Dr. Sidorus says that he did not treat Alexei Navalny personally, but that his colleagues did everything they could to save his life.
“It was difficult to understand what was going on since I couldn’t speak,” he says. “They did everything they had to do, saved a man’s life, and made sure he was transferred to a proper hospital.”
The passengers we spoke to believe that the doctors spent between 15 and 20 minutes examining Mr. Navalny on board the plane.
He was then taken off the plane and loaded onto an ambulance on his stretcher, which went directly to Omsk Emergency Hospital No. 1.

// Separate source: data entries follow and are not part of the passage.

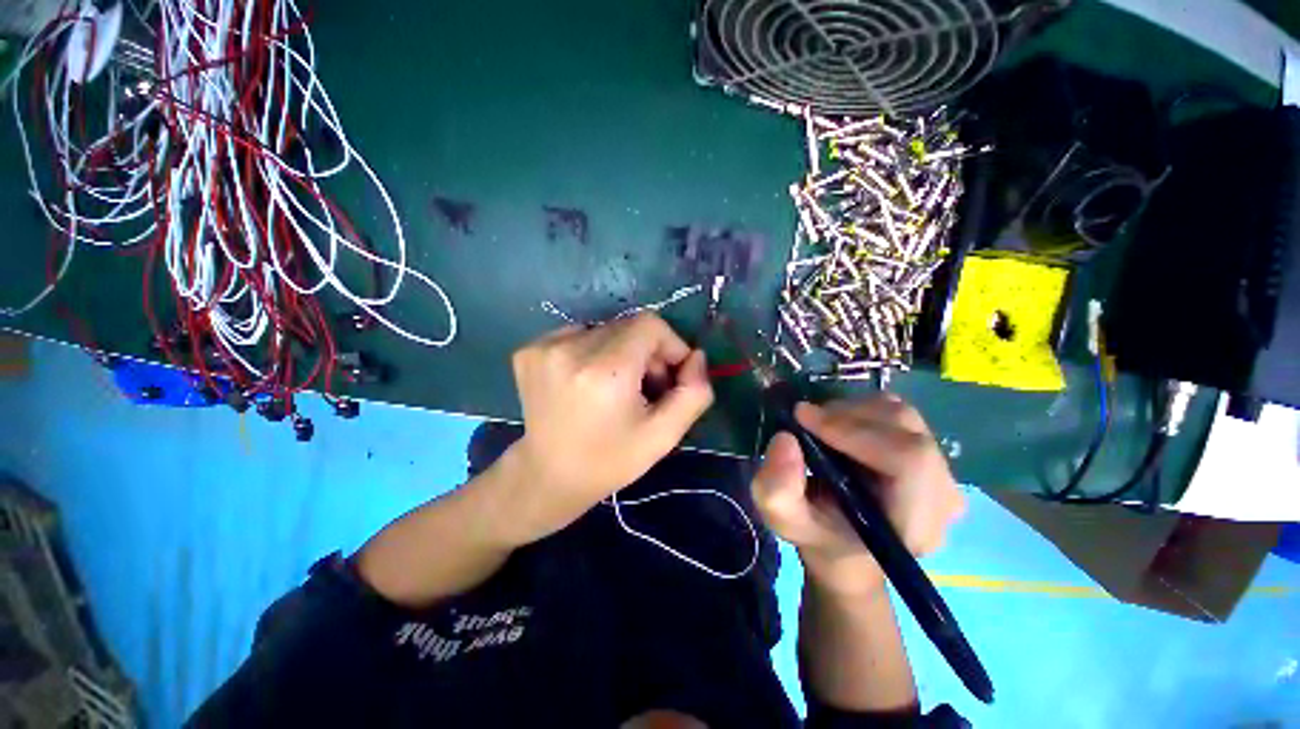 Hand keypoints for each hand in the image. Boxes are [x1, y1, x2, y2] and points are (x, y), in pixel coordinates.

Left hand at [497, 312, 713, 543]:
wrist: (548, 476)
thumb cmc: (610, 460)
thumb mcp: (663, 436)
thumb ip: (693, 393)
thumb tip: (696, 356)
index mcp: (605, 371)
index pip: (649, 324)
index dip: (669, 345)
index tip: (669, 375)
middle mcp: (570, 349)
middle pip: (627, 327)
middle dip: (646, 352)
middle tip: (643, 388)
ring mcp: (544, 347)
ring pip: (605, 329)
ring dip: (619, 351)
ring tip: (614, 387)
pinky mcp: (529, 350)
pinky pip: (579, 334)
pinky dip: (593, 351)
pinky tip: (588, 381)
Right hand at [750, 395, 964, 595]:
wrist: (846, 546)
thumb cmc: (818, 536)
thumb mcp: (784, 520)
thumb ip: (777, 490)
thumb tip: (785, 438)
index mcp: (915, 523)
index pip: (909, 460)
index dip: (855, 431)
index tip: (804, 418)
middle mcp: (942, 495)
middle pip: (905, 429)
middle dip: (846, 416)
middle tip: (805, 420)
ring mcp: (942, 470)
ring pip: (900, 414)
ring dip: (851, 411)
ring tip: (820, 427)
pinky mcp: (930, 452)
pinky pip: (897, 413)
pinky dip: (860, 410)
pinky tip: (839, 428) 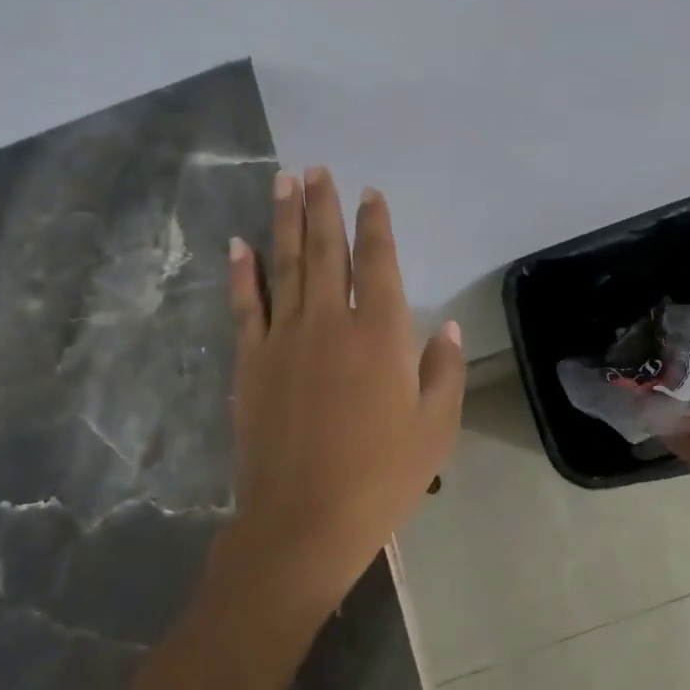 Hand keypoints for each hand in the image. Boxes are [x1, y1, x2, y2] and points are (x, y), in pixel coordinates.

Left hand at [224, 168, 464, 611]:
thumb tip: (450, 327)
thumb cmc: (381, 477)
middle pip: (327, 251)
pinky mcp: (250, 362)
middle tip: (318, 170)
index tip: (370, 194)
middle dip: (324, 206)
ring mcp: (284, 339)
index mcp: (382, 336)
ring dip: (285, 220)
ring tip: (285, 182)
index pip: (380, 263)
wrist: (304, 520)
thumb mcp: (435, 428)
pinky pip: (246, 305)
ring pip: (286, 265)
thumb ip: (444, 371)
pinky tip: (240, 244)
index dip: (376, 225)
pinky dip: (243, 272)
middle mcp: (331, 323) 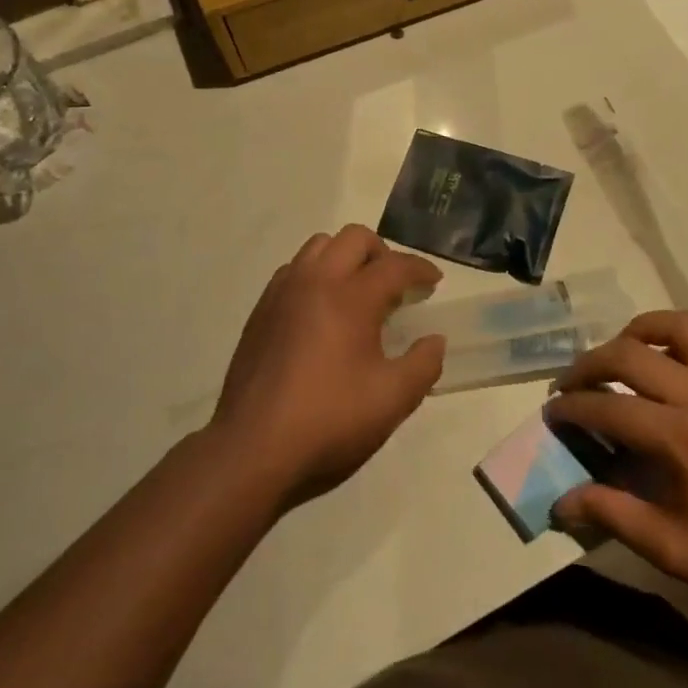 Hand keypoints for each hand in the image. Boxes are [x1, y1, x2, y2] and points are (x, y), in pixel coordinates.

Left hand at [208, 226, 444, 509]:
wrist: (253, 449)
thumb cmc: (329, 421)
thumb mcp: (393, 400)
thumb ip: (424, 364)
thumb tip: (434, 340)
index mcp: (351, 298)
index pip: (394, 265)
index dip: (421, 269)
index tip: (435, 281)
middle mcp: (315, 281)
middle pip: (354, 238)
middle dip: (383, 252)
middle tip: (396, 285)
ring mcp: (282, 293)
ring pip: (319, 246)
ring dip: (345, 257)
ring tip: (357, 292)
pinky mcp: (260, 311)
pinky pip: (293, 270)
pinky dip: (315, 274)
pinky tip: (321, 310)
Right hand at [547, 311, 687, 621]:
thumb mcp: (669, 547)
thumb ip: (611, 514)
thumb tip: (559, 502)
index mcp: (683, 437)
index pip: (609, 406)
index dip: (572, 407)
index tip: (552, 412)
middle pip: (630, 354)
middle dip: (589, 364)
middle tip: (571, 384)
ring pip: (676, 325)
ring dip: (637, 333)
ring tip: (620, 356)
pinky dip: (679, 336)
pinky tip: (669, 361)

The plane was refueled and, after another half hour, it continued its journey to Moscow, Nezhenets told the BBC.
“When we landed at Moscow Domodedovo airport, several policemen and men in plain clothes entered the plane.
“They asked the passengers sitting in the rows closest to where Alexei had been sitting to stay, while the rest were free to go. Alexei had been sitting somewhere in the center of the plane, row 10 or 11.”
It seemed strange that the police were coming on board. “At the time, the case did not seem criminal. And yet here was the security service.”
‘Poisoned with Novichok’
For two days, the Omsk hospital kept Mr. Navalny in its acute poisoning department. Initially, they did not allow him to be flown to Germany, citing his unstable condition.
However, on August 22, he was airlifted to the Charité clinic in Berlin and two days later, German doctors said their tests showed that he had been poisoned.
Doctors in Omsk, including the chief physician of Emergency Hospital No. 1 and the chief toxicologist, insisted that no poisonous substances had been detected in Mr. Navalny’s body when he was under their care. They said that a metabolic disorder was a potential alternative diagnosis.
BBC Russian has asked the Omsk health authorities for a comment and a detailed account of the stay at Navalny hospital, but has received no response.